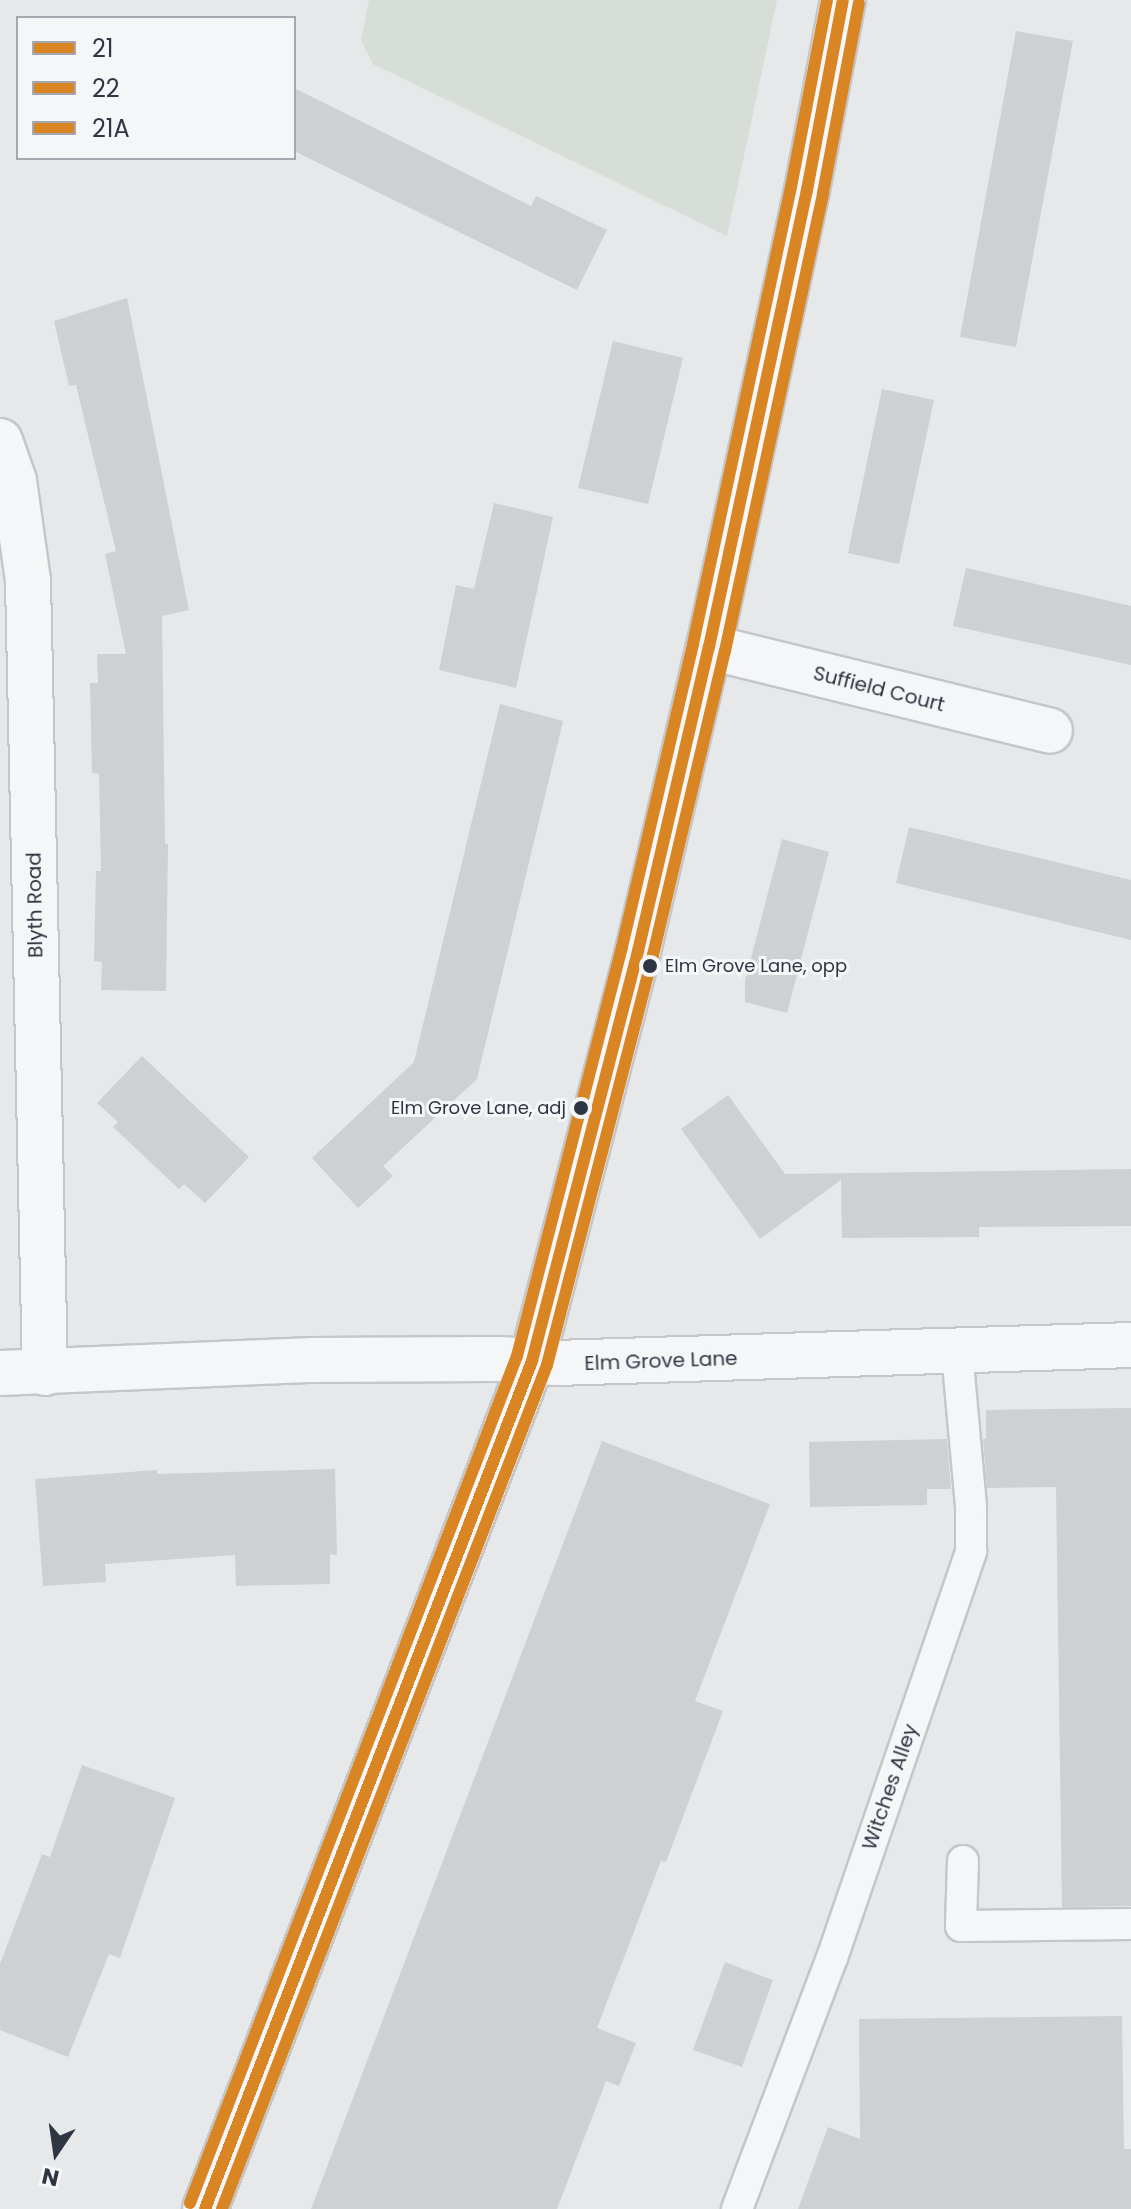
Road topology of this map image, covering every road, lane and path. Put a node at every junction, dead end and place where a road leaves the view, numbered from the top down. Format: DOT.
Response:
...
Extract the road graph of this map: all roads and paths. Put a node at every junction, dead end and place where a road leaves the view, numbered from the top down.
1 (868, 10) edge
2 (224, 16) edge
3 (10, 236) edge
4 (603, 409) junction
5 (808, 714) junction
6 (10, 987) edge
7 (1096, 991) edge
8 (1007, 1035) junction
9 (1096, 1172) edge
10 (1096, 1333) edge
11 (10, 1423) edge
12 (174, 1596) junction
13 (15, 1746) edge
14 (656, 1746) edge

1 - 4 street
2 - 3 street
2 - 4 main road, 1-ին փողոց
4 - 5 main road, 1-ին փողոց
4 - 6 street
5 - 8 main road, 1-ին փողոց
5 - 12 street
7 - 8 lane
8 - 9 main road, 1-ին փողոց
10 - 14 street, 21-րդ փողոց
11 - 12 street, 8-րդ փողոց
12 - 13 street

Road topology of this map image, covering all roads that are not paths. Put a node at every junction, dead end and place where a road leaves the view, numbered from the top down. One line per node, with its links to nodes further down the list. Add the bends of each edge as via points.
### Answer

### Exercise details
In the records above, find every line with the word "covering" and copy it.

### Result for this exercise
Road topology of this map image, covering every road, lane and path. Put a node at every junction, dead end and place where a road leaves the view, numbered from the top down. Format: DOT.
Road topology of this map image, covering all roads that are not paths. Put a node at every junction, dead end and place where a road leaves the view, numbered from the top down. One line per node, with its links to nodes further down the list. Add the bends of each edge as via points.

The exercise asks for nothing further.